URL: http://www.routledge.com/books/details/97804158822...

Abstract

[About the book] Music in the Western: Notes from the Frontier presents essays from both film studies scholars and musicologists on core issues in western film scores: their history, their generic conventions, their operation as part of a narrative system, their functioning within individual filmic texts and their ideological import, especially in terms of the western’s construction of gender, sexuality, race and ethnicity. The Hollywood western is marked as uniquely American by its geographic setting, prototypical male protagonist and core American values.

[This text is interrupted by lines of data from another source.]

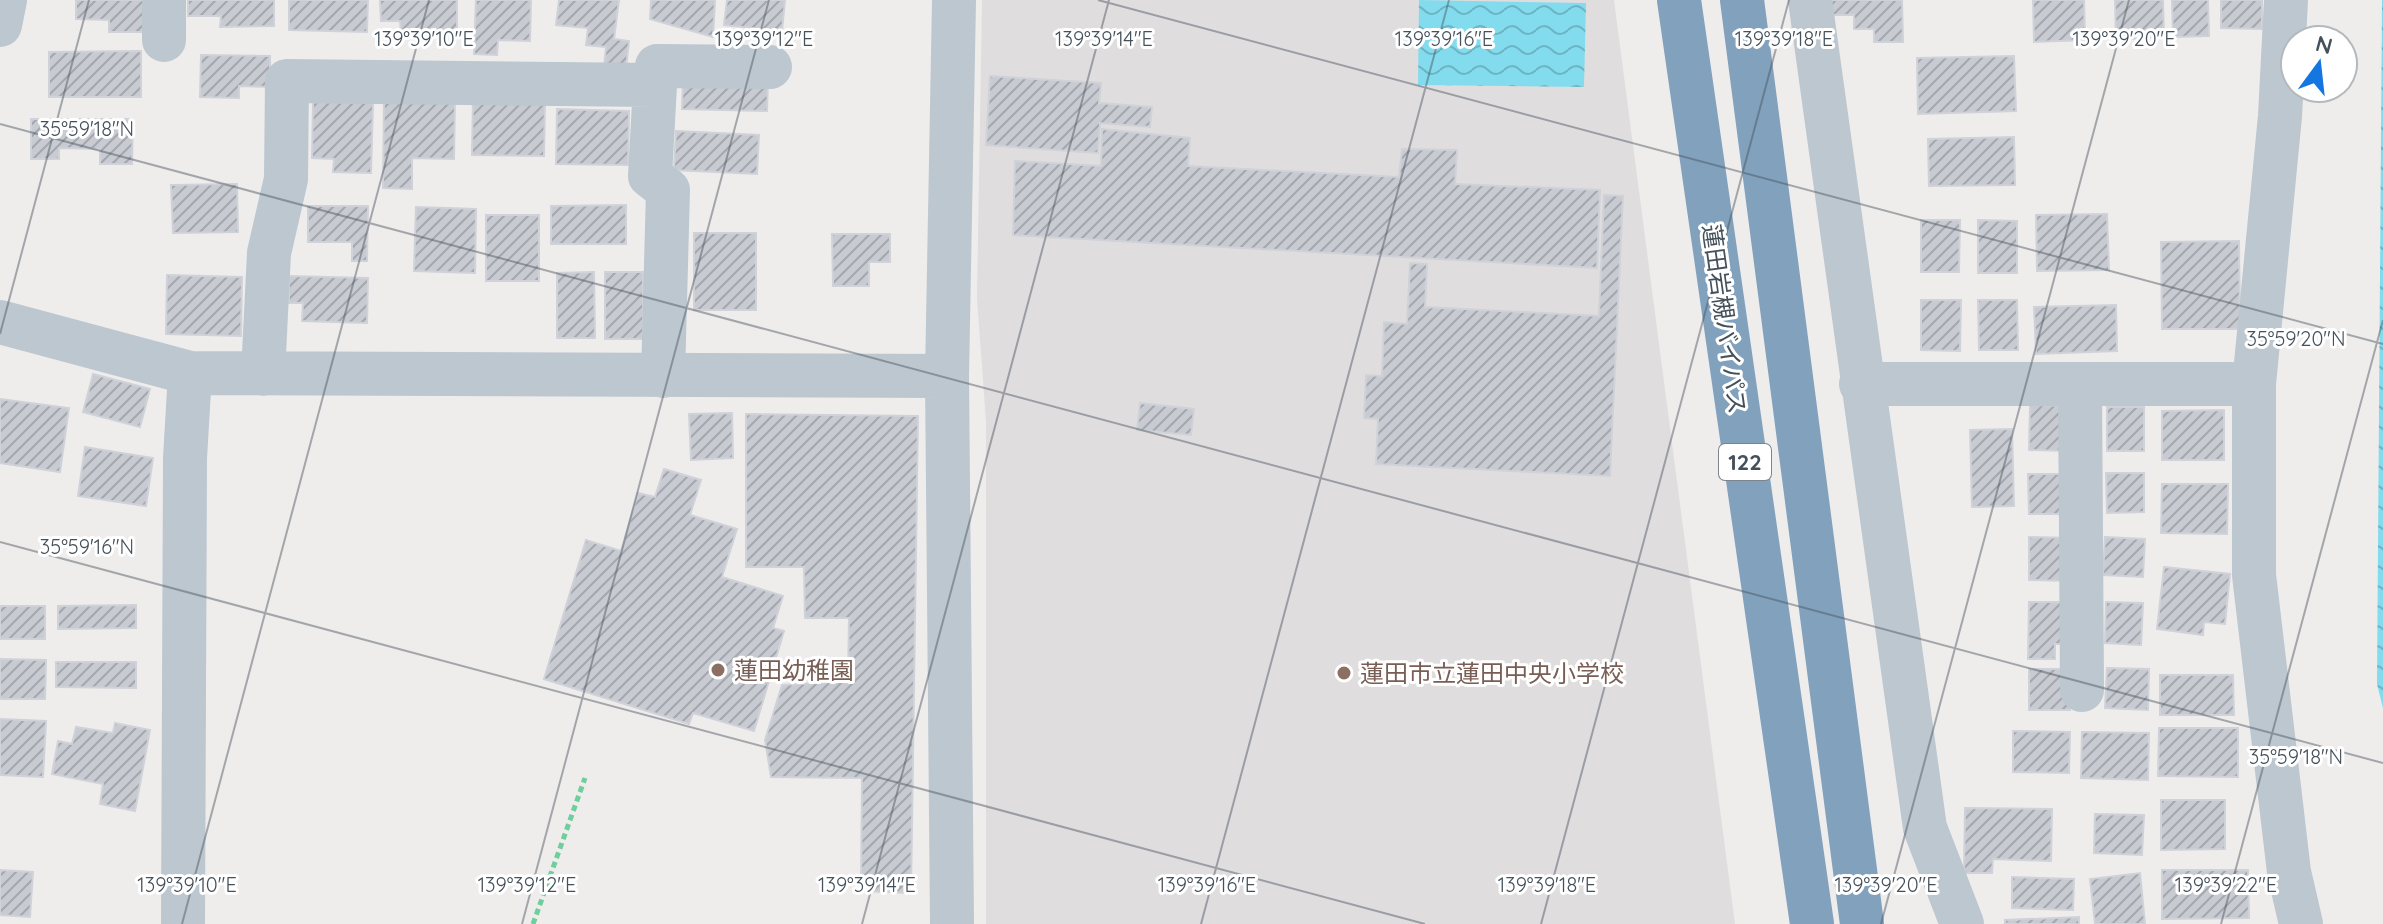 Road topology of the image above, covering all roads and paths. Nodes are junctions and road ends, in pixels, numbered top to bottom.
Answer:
1 (5, 0) edge
2 (954, 0) edge
3 (1679, 0) edge
4 (1742, 0) edge
5 (1810, 0) edge
6 (2286, 0) edge
7 (0, 25) edge
8 (770, 67) dead end
9 (655, 85) junction
10 (0, 322) edge
11 (190, 373) junction
12 (263, 374) junction
13 (663, 376) junction
14 (947, 376) junction
15 (1861, 384) junction
16 (2254, 384) junction
17 (2080, 385) junction
18 (2082, 690) dead end
19 (585, 778) dead end
20 (183, 924) edge
21 (533, 924) edge
22 (952, 924) edge
23 (1812, 924) edge
24 (1862, 924) edge
25 (1962, 924) edge
26 (2301, 924) edge

1 - 7 street
2 - 14 street
3 - 23 highway, 蓮田岩槻バイパス / 122
4 - 24 highway, 122
5 - 15 street
6 - 16 street
8 - 9 street
9 - 12 street
9 - 13 street
10 - 11 street
11 - 12 street
11 - 20 street
12 - 13 street
13 - 14 street
14 - 22 street
15 - 17 street
15 - 25 street
16 - 17 street
16 - 26 street
17 - 18 street
19 - 21 path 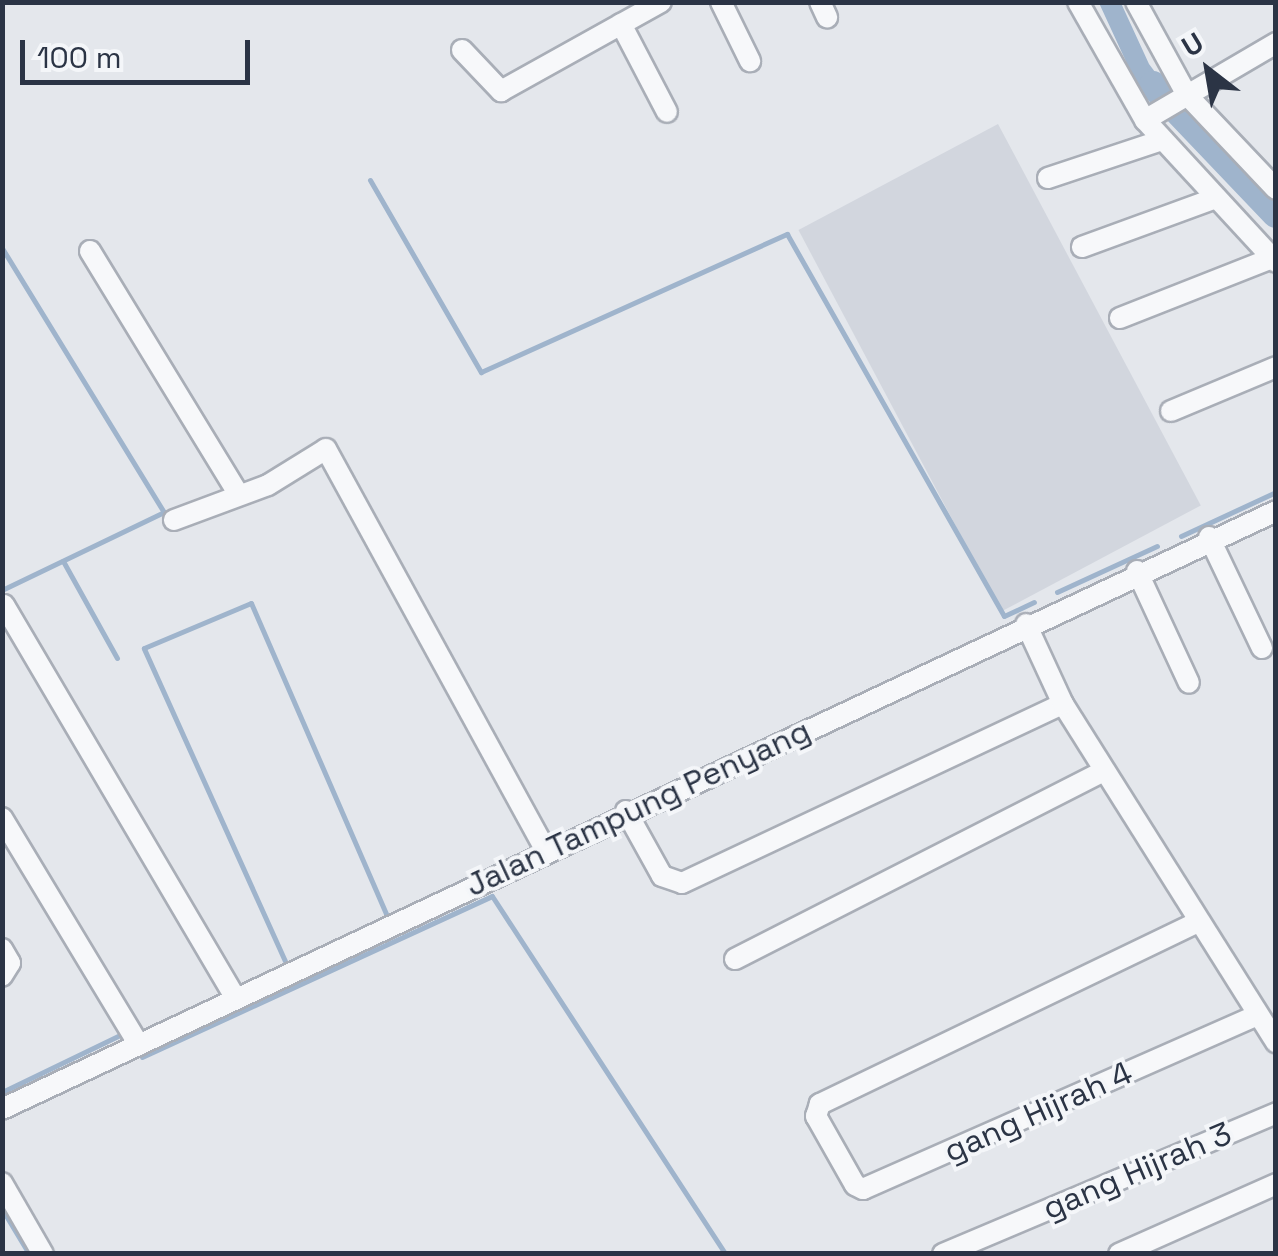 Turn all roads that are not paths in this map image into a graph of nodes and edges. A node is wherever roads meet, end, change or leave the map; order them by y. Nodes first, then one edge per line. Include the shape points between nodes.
1 (661, 2) edge
2 (722, 2) edge
3 (1078, 2) edge
4 (1136, 2) edge
5 (621, 24) junction
6 (1276, 43) edge
7 (462, 50) dead end
8 (750, 61) dead end
9 (1166, 107) junction
10 (667, 112) dead end
11 (1162, 140) junction
12 (1048, 178) dead end
13 (1276, 190) edge
14 (1216, 198) junction
15 (1082, 247) dead end
16 (90, 251) dead end
17 (1274, 260) edge
18 (1120, 318) dead end
19 (1276, 367) edge
20 (1172, 411) dead end
21 (238, 492) junction
22 (1276, 511) edge
23 (174, 520) dead end
24 (1209, 537) junction
25 (1136, 570) junction
26 (4, 604) edge
27 (1026, 624) junction
28 (1262, 648) dead end
29 (1189, 683) dead end
30 (1063, 704) junction
31 (1102, 772) junction
32 (626, 811) junction
33 (2, 818) edge
34 (545, 849) junction
35 (1198, 922) junction
36 (2, 948) edge
37 (735, 959) dead end
38 (2, 976) edge
39 (236, 999) junction
40 (1257, 1015) junction
41 (1276, 1042) edge
42 (139, 1045) junction
43 (2, 1108) edge
44 (1276, 1113) edge
45 (2, 1183) edge
46 (1276, 1184) edge
47 (44, 1254) edge
48 (943, 1254) edge
49 (1119, 1254) edge

1 - 5 street
2 - 8 street
3 - 9 street
4 - 9 street
5 - 7 street via 502,91
5 - 10 street
6 - 9 street
9 - 11 street
9 - 13 street
11 - 12 street
11 - 14 street
14 - 15 street
14 - 17 street
16 - 21 street
17 - 18 street
19 - 20 street
21 - 23 street
21 - 34 street via 268,484 326,450
22 - 24 street, Jalan Tampung Penyang
24 - 25 street, Jalan Tampung Penyang
24 - 28 street
25 - 27 street, Jalan Tampung Penyang
25 - 29 street
26 - 39 street
27 - 30 street
27 - 32 street, Jalan Tampung Penyang
30 - 31 street
30 - 32 street via 682,883 662,876
31 - 35 street
31 - 37 street
32 - 34 street, Jalan Tampung Penyang
33 - 42 street
34 - 39 street, Jalan Tampung Penyang
35 - 40 street
35 - 40 street, gang Hijrah 4 via 820,1104 816,1116 835,1151 863,1189
36 - 38 street via 10,963
39 - 42 street, Jalan Tampung Penyang
40 - 41 street
42 - 43 street, Jalan Tampung Penyang
44 - 48 street, gang Hijrah 3
45 - 47 street
46 - 49 street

Music in the Western examines these conventions and the scores that have shaped them. But the western also had a resounding international impact, from Europe to Asia, and this volume distinguishes itself by its careful consideration of music in non-Hollywood westerns, such as Ravenous and The Good, the Bad, and the Ugly and in the “easterns” which influenced them, such as Yojimbo. Other films discussed include Wagon Master, High Noon, Calamity Jane, The Big Country, The Unforgiven, Dead Man, Wild Bill, There Will Be Blood and No Country for Old Men.